Data extracted from a collection:
════════
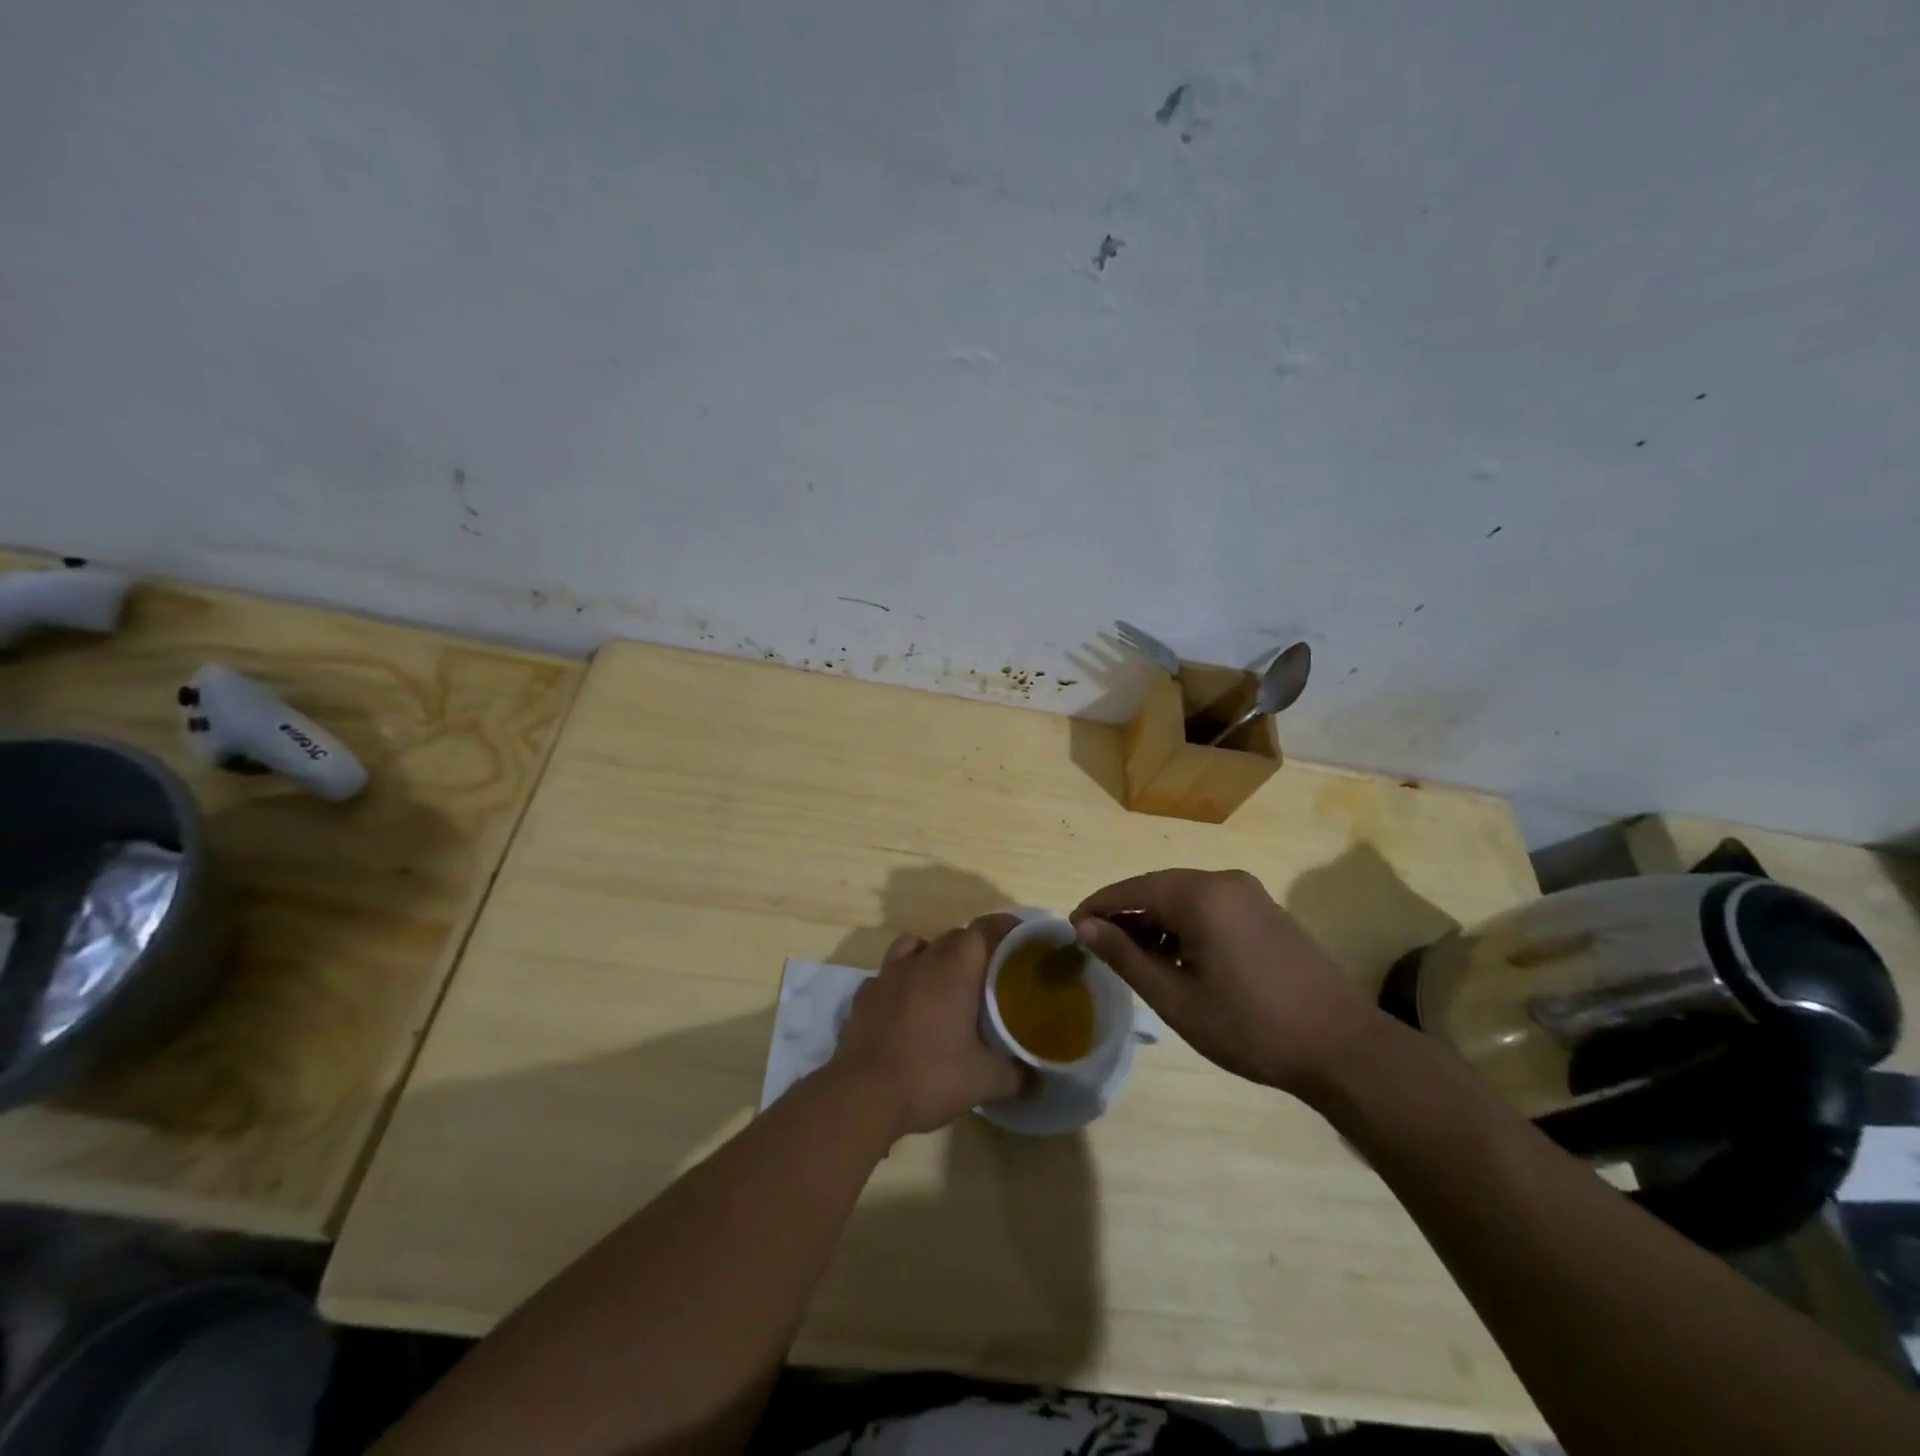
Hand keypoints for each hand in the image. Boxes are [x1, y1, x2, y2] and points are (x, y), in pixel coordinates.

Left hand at [831, 917, 1025, 1136]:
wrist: (862, 1095)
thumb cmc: (930, 1077)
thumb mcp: (985, 1081)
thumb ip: (1016, 1075)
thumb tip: (1038, 1079)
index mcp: (954, 968)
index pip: (984, 929)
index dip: (1004, 928)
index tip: (1020, 939)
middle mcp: (921, 960)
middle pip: (953, 937)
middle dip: (974, 950)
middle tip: (990, 976)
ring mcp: (886, 975)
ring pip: (914, 947)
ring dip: (932, 957)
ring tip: (943, 985)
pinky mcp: (862, 996)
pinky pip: (886, 976)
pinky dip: (899, 983)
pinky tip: (905, 1008)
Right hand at [1072, 869, 1385, 1099]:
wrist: (1343, 1048)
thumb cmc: (1250, 1026)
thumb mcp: (1176, 998)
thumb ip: (1126, 956)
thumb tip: (1085, 926)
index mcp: (1200, 895)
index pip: (1132, 890)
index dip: (1098, 907)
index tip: (1071, 929)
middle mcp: (1224, 881)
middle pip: (1158, 888)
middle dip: (1126, 914)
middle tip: (1098, 946)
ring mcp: (1250, 894)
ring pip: (1184, 897)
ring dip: (1155, 921)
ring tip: (1135, 958)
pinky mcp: (1267, 911)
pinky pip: (1210, 906)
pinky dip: (1184, 925)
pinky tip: (1178, 957)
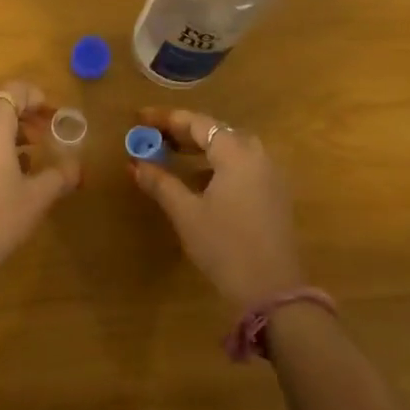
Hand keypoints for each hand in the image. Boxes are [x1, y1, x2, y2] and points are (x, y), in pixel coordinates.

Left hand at [0, 82, 80, 283]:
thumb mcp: (36, 197)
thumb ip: (59, 176)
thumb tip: (77, 167)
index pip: (13, 90)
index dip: (35, 97)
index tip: (52, 115)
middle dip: (19, 110)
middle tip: (42, 131)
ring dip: (3, 126)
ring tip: (29, 151)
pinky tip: (7, 170)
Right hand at [131, 107, 305, 307]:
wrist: (273, 290)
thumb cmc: (225, 246)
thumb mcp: (186, 213)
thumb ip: (160, 183)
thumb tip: (135, 163)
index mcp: (236, 153)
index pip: (197, 123)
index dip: (166, 119)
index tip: (140, 118)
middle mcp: (257, 155)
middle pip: (216, 131)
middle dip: (182, 131)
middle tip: (152, 135)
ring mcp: (269, 175)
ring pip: (230, 148)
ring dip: (200, 147)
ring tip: (170, 153)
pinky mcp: (273, 194)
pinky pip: (241, 165)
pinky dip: (216, 164)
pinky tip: (198, 180)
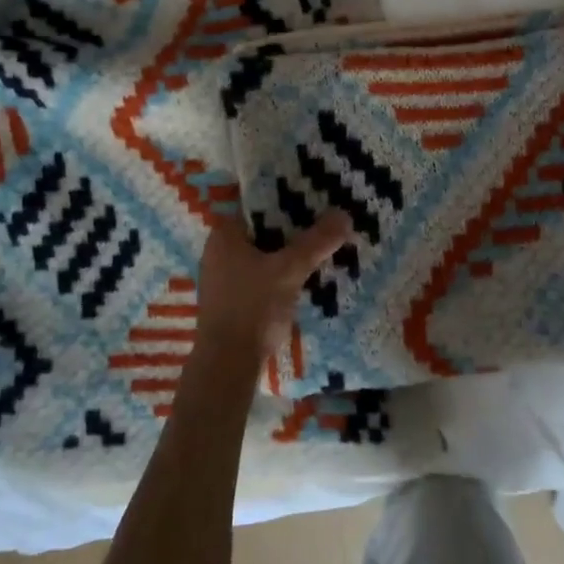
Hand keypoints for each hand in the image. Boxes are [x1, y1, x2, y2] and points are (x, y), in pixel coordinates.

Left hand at [193, 211, 352, 365]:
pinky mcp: (232, 299)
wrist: (228, 365)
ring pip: (263, 253)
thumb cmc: (252, 308)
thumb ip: (316, 242)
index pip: (257, 203)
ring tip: (321, 245)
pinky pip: (261, 274)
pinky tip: (305, 275)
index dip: (286, 198)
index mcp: (224, 234)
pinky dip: (281, 271)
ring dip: (288, 251)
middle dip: (293, 226)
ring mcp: (223, 276)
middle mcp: (219, 250)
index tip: (314, 198)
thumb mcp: (289, 270)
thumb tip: (345, 213)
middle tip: (324, 221)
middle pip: (262, 229)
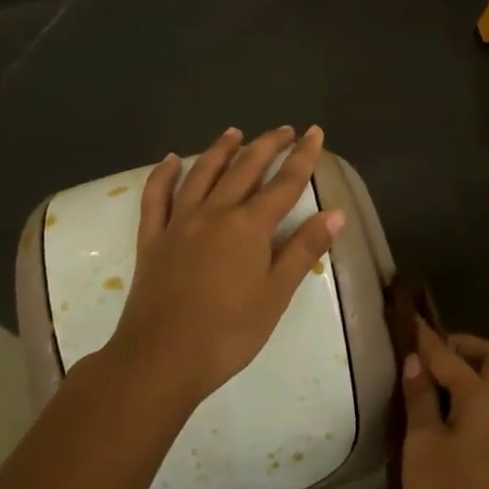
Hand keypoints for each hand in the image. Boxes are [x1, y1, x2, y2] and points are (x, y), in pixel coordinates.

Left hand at [105, 125, 342, 404]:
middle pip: (245, 168)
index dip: (303, 156)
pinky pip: (157, 197)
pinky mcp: (152, 238)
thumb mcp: (276, 294)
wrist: (162, 358)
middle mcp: (215, 212)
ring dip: (221, 149)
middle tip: (284, 130)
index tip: (315, 133)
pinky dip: (164, 174)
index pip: (284, 182)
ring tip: (235, 132)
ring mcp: (179, 222)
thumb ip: (304, 250)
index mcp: (249, 226)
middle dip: (267, 145)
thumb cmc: (229, 332)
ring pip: (202, 173)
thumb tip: (336, 213)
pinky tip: (171, 160)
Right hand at [400, 321, 488, 488]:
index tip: (408, 319)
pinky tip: (454, 408)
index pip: (450, 357)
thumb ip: (420, 397)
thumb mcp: (422, 442)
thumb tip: (415, 361)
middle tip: (431, 352)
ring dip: (477, 371)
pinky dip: (479, 394)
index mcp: (484, 398)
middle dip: (464, 347)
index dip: (427, 339)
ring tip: (444, 378)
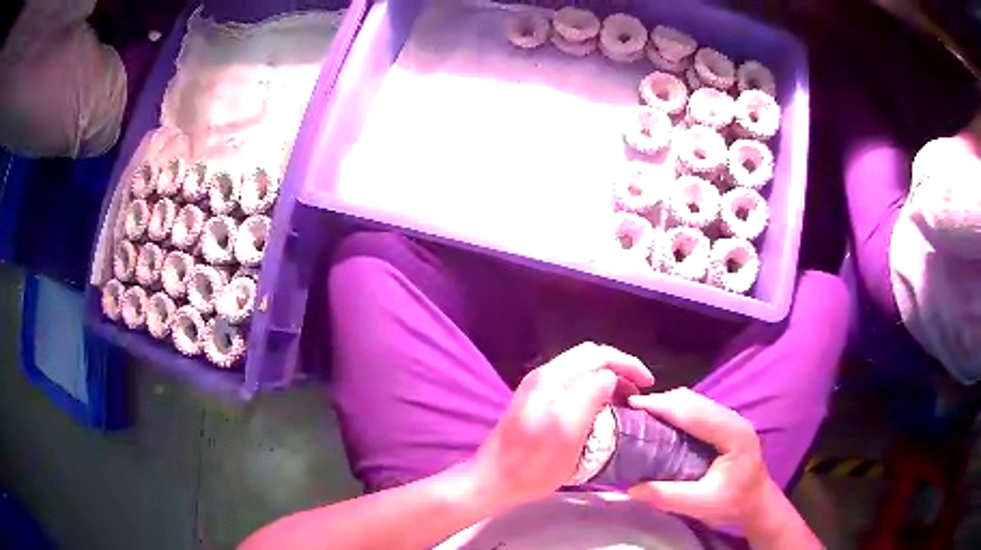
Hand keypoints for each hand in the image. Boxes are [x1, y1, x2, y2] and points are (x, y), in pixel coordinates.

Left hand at [467, 342, 653, 506]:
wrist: (493, 480)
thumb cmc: (532, 462)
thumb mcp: (567, 430)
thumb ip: (590, 395)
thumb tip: (609, 376)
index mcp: (551, 377)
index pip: (598, 354)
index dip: (627, 364)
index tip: (648, 383)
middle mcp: (544, 376)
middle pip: (590, 358)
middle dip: (619, 369)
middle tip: (639, 391)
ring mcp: (538, 390)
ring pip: (582, 372)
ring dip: (607, 380)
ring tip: (626, 401)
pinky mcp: (537, 405)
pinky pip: (573, 387)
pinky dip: (594, 391)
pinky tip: (602, 410)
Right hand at [626, 388, 772, 528]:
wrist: (757, 504)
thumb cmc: (734, 504)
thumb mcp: (701, 505)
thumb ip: (668, 497)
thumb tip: (631, 488)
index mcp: (733, 434)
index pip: (694, 413)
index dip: (663, 406)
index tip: (633, 405)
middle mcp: (733, 420)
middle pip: (694, 400)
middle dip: (662, 401)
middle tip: (632, 410)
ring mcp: (731, 420)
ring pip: (696, 401)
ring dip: (669, 404)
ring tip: (642, 414)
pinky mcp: (725, 425)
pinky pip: (698, 409)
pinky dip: (677, 410)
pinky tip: (662, 421)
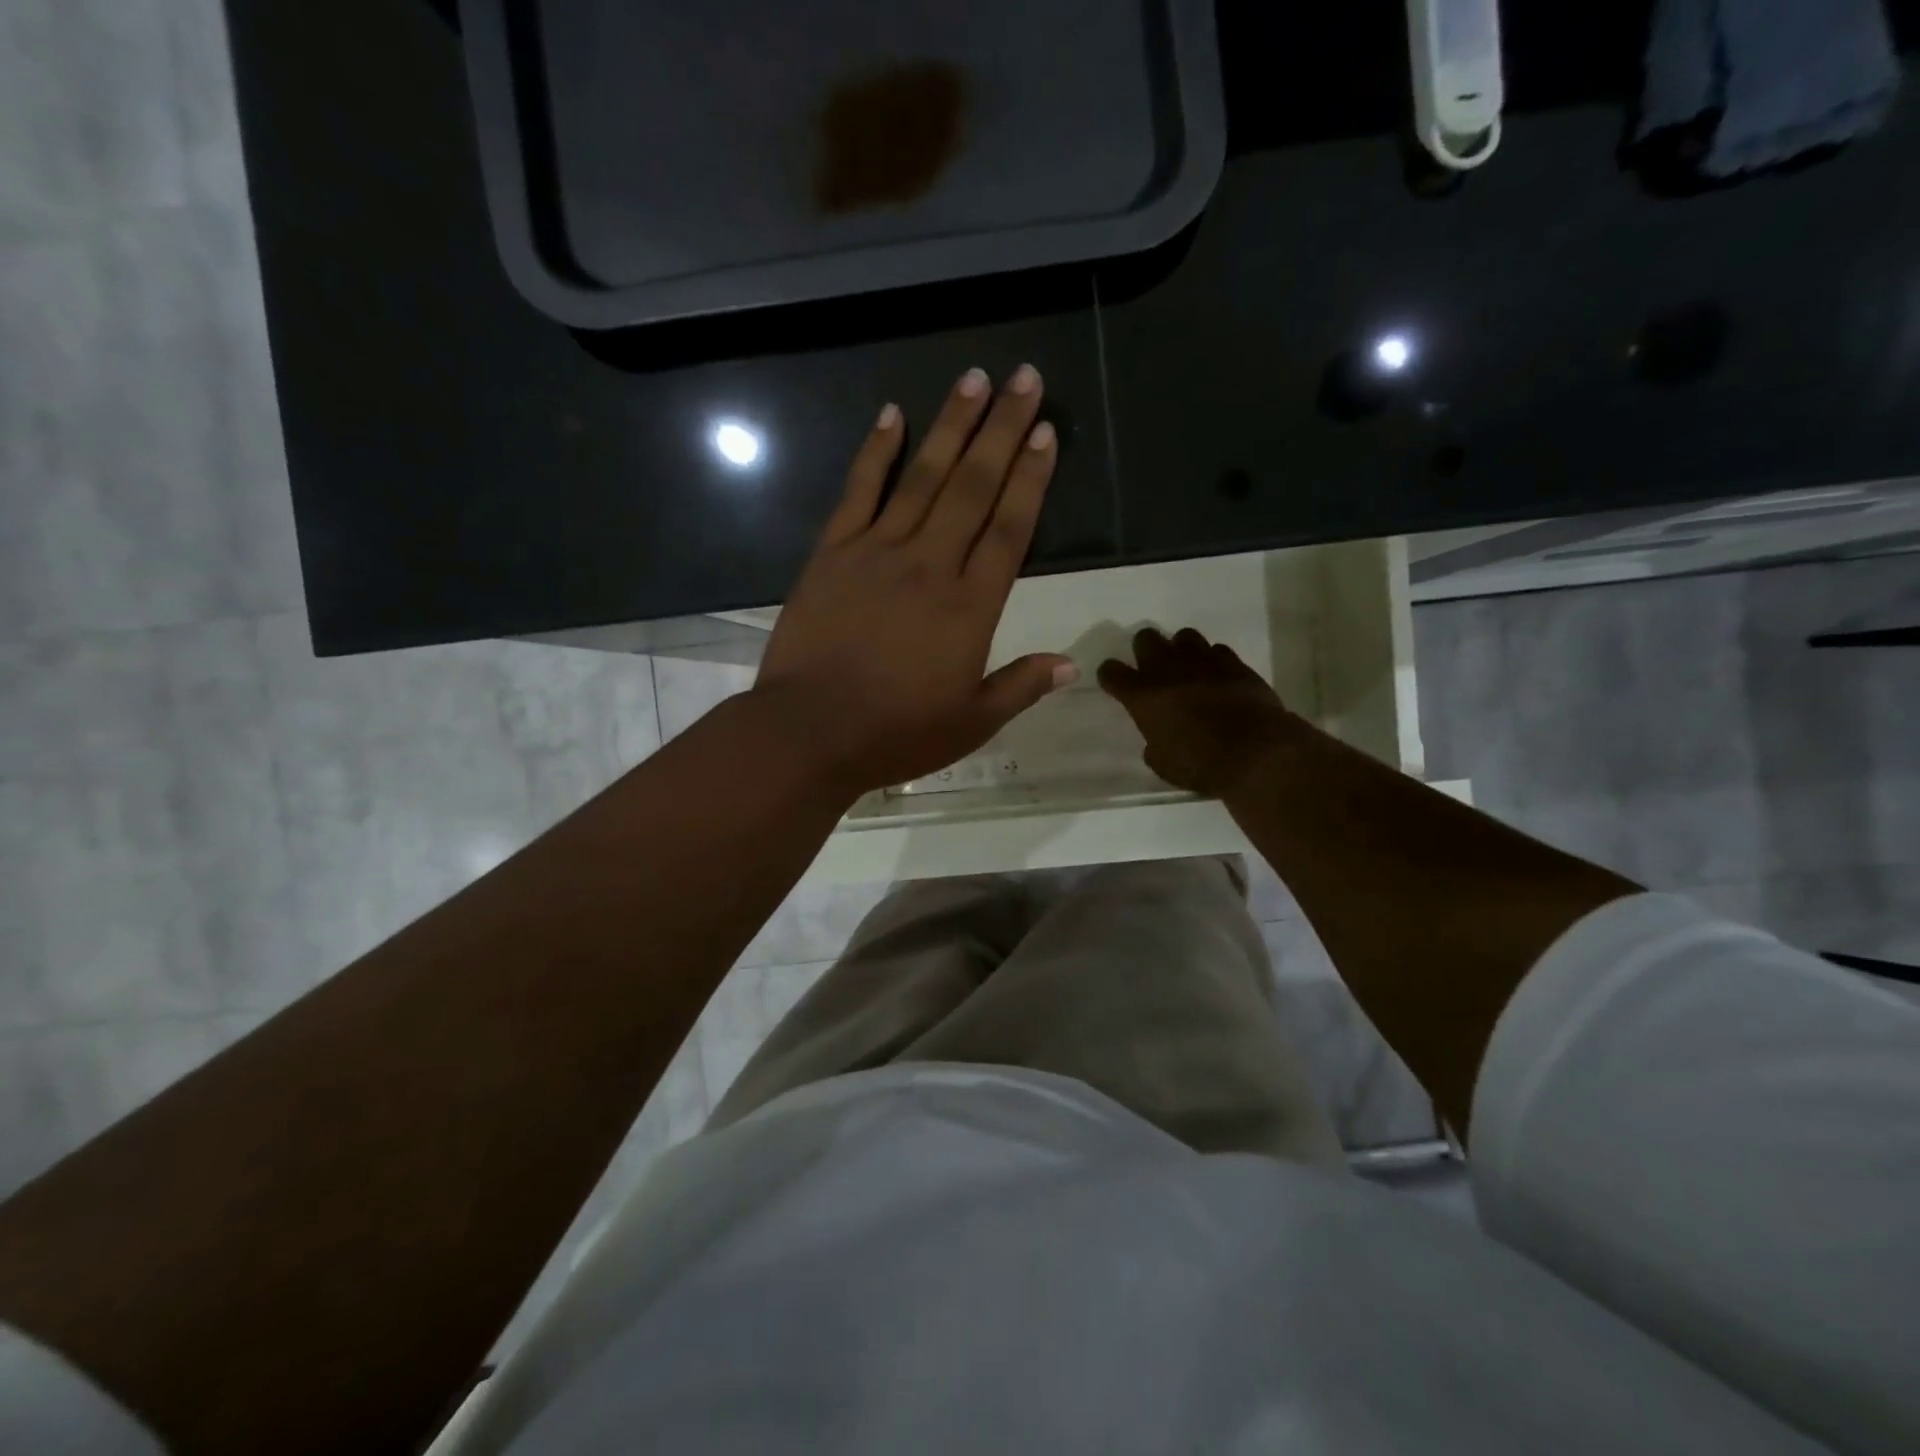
════════
PROBLEM DESCRIPTION:
Pull every line with "Right" from the records.

EXERCISE RESPONSE:
Right hand at [1072, 869, 1385, 1099]:
Right hand at [131, 107, 305, 307]:
Right hand at [400, 321, 488, 488]:
Right hand at [626, 388, 772, 528]:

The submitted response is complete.